But I’m not here today writing about these policies per se. Check out what happened when I wrote this guy:
It turns out I’m somewhat tangentially connected to him—he’s a 2nd degree connection on LinkedIn, but who knows, really, how valid any of those “connections” are? So, I figured I’d add him to the chain as a professional courtesy and in an effort to demonstrate what his actual Customers were experiencing, which I figured, any CXO—especially one new to the brand—would want and welcome. I have quite a few acquaintances and friends who’ve worked (even recently) for the brand, so I knew the corporate protocol for email addresses (john.doe@, jdoe@, etc.). After verifying through RocketReach (a great resource, by the way, when you’re trying to contact an executive), I tacked on two versions of what I figured should be his email address as a cc: to the email.*
I immediately got a bounce-back from both email addresses I used for him.
I’d written previously about the irony of some brands who literally have an email address titled “donotreply@”, and have referred a couple times to how executive escalations work…that they’re not even necessarily read by the executive to whom you think you’re writing, let alone handled by some elite League of Extraordinary Gentlemen, dispatched personally by the CEO. When, as a CX practitioner, I reach out directly to a fellow CX leader, I realize I may have to run the same gauntlet as that angry man out there, shaking his fist at the clouds. That I’m coming from a collegial position doesn’t magically put me at the front of the line or top of the inbox.
But think about this:
This guy was hired by a brand already suffering lagging Customer Experience, in part, literally to represent the Customer to the enterprise as a whole. And they seem to have deliberately chosen to give him an email address that cannot be divined from what information Customers could otherwise be expected to be able to find in the wild. The one guy in the entire corporation who should be interested in—and regularly be exposed to—what Customers are experiencing has effectively been shielded from ever having to be contacted by any of them directly without first being filtered through the system itself. What an own-goal!

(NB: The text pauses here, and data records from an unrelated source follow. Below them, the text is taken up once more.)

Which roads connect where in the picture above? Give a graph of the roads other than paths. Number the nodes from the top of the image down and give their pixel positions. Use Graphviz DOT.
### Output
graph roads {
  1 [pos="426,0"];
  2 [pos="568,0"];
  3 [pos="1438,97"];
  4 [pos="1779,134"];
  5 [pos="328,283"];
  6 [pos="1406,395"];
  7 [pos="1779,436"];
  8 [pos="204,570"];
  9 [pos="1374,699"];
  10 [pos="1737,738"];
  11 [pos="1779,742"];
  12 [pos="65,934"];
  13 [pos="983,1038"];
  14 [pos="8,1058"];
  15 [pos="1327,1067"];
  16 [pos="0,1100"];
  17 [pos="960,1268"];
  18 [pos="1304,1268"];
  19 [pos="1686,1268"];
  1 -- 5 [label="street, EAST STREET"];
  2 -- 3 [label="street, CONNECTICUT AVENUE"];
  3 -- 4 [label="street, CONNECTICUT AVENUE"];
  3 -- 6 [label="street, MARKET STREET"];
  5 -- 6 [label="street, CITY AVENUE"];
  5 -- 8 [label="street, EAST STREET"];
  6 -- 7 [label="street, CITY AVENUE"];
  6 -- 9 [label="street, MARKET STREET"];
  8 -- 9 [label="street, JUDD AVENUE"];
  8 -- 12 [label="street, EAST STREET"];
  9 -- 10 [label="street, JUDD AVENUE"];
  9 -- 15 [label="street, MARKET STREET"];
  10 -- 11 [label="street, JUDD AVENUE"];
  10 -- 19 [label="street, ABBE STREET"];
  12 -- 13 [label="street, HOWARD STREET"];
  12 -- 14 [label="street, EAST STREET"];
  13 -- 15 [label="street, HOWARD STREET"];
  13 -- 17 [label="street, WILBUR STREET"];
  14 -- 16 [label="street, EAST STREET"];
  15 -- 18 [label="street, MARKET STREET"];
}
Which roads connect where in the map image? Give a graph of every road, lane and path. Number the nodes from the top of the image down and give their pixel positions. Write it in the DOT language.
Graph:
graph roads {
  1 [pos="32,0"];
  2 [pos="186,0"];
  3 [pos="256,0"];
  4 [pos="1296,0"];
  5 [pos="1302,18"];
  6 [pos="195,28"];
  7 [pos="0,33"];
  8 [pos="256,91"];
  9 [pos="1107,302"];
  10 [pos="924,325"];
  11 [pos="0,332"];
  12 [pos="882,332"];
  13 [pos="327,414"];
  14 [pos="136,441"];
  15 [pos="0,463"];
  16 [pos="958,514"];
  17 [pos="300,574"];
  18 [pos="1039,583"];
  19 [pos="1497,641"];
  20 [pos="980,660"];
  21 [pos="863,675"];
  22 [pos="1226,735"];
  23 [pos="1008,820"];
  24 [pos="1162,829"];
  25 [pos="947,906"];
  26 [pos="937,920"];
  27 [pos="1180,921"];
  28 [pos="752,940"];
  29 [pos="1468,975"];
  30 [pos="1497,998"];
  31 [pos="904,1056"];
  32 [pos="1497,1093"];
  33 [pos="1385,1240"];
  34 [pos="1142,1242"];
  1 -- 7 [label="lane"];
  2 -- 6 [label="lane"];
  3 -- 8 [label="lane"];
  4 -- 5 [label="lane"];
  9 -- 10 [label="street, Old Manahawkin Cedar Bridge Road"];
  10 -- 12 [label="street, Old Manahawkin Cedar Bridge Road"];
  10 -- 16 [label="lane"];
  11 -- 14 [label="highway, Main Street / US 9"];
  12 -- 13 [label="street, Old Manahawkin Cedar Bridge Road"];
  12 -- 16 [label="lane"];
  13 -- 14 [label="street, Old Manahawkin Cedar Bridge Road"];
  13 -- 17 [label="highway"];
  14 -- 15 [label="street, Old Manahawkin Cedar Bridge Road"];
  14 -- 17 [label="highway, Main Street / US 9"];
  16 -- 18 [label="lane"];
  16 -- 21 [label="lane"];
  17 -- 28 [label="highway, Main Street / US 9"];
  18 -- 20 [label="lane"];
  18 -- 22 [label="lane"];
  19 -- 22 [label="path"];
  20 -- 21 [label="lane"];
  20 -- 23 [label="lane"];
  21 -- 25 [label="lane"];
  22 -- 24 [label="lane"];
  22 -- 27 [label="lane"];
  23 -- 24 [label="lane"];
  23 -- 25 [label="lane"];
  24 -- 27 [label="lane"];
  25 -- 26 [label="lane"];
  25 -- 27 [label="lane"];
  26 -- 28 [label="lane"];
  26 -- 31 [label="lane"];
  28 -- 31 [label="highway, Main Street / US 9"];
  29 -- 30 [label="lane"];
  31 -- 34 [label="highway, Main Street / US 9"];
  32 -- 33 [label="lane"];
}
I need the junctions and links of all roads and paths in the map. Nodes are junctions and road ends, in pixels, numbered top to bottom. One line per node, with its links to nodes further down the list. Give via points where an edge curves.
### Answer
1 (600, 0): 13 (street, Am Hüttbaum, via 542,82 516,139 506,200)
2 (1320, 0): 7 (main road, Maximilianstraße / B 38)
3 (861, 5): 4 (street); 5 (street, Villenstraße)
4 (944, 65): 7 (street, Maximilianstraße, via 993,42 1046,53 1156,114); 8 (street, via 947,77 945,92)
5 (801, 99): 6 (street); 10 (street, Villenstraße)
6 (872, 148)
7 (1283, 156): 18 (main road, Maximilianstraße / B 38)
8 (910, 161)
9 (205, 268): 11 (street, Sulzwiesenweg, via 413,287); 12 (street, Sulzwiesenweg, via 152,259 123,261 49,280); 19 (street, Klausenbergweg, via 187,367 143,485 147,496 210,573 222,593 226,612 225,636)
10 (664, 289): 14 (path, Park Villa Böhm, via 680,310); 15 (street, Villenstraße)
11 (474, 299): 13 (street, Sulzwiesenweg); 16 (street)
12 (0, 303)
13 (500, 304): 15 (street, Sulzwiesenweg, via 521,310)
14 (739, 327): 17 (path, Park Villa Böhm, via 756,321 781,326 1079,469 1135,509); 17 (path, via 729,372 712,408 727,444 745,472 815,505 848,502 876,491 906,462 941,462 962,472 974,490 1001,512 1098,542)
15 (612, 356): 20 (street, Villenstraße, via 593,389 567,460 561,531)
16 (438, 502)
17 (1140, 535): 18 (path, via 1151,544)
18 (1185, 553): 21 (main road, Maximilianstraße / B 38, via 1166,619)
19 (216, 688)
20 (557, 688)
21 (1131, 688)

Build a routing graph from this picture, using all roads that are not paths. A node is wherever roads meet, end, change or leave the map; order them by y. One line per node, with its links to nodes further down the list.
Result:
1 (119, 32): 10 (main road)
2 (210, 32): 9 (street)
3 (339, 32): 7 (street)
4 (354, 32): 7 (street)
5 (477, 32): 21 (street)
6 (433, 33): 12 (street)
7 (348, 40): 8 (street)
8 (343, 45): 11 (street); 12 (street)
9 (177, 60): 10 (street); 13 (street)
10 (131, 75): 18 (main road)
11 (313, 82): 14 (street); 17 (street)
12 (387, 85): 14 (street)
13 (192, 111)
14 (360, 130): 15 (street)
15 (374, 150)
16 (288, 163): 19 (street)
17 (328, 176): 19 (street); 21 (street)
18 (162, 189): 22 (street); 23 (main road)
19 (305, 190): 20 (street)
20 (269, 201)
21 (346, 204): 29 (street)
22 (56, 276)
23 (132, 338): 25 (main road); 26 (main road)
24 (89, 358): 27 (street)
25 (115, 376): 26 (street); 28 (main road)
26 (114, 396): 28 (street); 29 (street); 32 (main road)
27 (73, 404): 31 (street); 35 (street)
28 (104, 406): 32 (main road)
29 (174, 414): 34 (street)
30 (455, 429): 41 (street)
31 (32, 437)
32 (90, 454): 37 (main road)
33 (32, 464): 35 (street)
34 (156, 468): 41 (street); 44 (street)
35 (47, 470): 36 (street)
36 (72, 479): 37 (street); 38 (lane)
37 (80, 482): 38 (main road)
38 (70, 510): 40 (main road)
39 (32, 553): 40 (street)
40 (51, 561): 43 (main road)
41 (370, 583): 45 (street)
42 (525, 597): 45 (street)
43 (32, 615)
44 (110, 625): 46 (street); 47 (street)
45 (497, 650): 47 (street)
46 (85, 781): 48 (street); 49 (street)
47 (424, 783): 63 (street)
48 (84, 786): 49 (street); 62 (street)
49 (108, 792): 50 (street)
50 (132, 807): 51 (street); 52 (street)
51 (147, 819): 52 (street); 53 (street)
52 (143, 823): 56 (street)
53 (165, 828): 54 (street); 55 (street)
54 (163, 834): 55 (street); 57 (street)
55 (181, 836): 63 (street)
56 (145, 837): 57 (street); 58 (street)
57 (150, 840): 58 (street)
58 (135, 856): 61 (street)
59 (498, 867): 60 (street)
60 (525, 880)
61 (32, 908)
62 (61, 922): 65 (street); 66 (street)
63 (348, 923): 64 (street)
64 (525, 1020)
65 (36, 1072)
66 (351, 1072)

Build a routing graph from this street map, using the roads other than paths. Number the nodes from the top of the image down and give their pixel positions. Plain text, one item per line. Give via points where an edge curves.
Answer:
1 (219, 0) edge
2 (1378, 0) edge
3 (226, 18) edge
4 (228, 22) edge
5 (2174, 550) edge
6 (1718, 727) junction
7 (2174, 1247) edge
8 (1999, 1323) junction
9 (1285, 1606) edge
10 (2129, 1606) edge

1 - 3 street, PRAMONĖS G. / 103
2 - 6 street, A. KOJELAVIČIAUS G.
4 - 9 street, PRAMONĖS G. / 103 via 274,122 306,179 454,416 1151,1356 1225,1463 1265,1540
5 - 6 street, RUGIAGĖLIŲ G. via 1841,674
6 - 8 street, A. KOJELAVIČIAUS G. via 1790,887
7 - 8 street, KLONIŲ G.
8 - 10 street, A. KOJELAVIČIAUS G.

Now, just to reiterate: I really like this company and have preferred them over their (many) competitors for quite a while. Frankly, normally, I’d be writing an article in my series of “Getting CX Right” about them (where I name names of those who do things well). And surely, I’m not in the practice of writing articles naming those who do poorly (thus I’m not exposing them here). In fact, it’s out of an admiration for this brand, and in gratitude for many years of great CX (and as a professional courtesy to their new CXO), that I even bothered to help them out by emailing him with my thoughts.
But I’m nearly at the end of my tolerance for their petty little new irritating policies that make dealing with them such an abrasive experience. That they’ve effectively insulated the guy who was brought in (one presumes) specifically to address their eroding CX from exposure to their Customers’ feedback is not a good sign for them. It’s chef’s-kiss irony, really.
*Here seems an apropos place to mention that some savvy, Customer-centric companies (like the one for which I served as a CX executive) even go so far as to have their IT departments deliberately create a bunch of fake “alias” email addresses to match a panoply of potential incorrect versions of what that format should be—you can imagine there are a lot more ways email addresses may be formatted—for all of their C-Suite executives, not to mention “president@”, “ceo@”, and even “executive@” and others. These emails typically don’t go to the executive in question, but rather are funneled to the executive escalation team and still get treated with that elevated level of care. It’s left as an intellectual exercise to the reader to determine if the brand I’m talking about here is either savvy or Customer-centric.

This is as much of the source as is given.